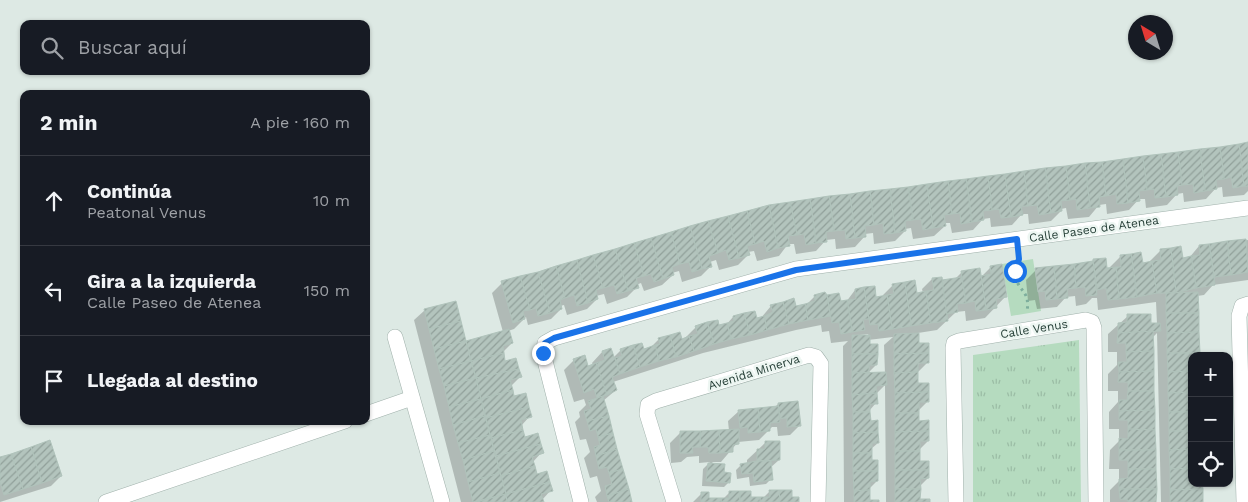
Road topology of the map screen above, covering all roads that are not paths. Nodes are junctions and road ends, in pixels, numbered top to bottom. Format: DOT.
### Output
graph roads {
  1 [pos="1248,208"];
  2 [pos="1248,304"];
  3 [pos="395,336"];
  4 [pos="412,398"];
  5 [pos="370,413"];
  6 [pos="333,425"];
  7 [pos="106,502"];
  8 [pos="442,502"];
  9 [pos="581,502"];
  10 [pos="674,502"];
  11 [pos="818,502"];
  12 [pos="956,502"];
  13 [pos="1096,502"];
  14 [pos="1244,502"];
  1 -- 9 [label="street, Calle Paseo de Atenea"];
  2 -- 14 [label="street"];
  3 -- 4 [label="street"];
  4 -- 5 [label="street"];
  4 -- 8 [label="street"];
  6 -- 7 [label="street"];
  10 -- 11 [label="street, Avenida Minerva"];
  12 -- 13 [label="street, Calle Venus"];
}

____________

» **Problem details**
From the material above, set down each entry exactly, but exclude the pictures.

» **Response for this exercise**
Road topology of the map screen above, covering all roads that are not paths. Nodes are junctions and road ends, in pixels, numbered top to bottom. Format: DOT.
### Output
graph roads {
  1 [pos="1248,208"];
  2 [pos="1248,304"];
  3 [pos="395,336"];
  4 [pos="412,398"];
  5 [pos="370,413"];
  6 [pos="333,425"];
  7 [pos="106,502"];
  8 [pos="442,502"];
  9 [pos="581,502"];
  10 [pos="674,502"];
  11 [pos="818,502"];
  12 [pos="956,502"];
  13 [pos="1096,502"];
  14 [pos="1244,502"];
  1 -- 9 [label="street, Calle Paseo de Atenea"];
  2 -- 14 [label="street"];
  3 -- 4 [label="street"];
  4 -- 5 [label="street"];
  4 -- 8 [label="street"];
  6 -- 7 [label="street"];
  10 -- 11 [label="street, Avenida Minerva"];
  12 -- 13 [label="street, Calle Venus"];
}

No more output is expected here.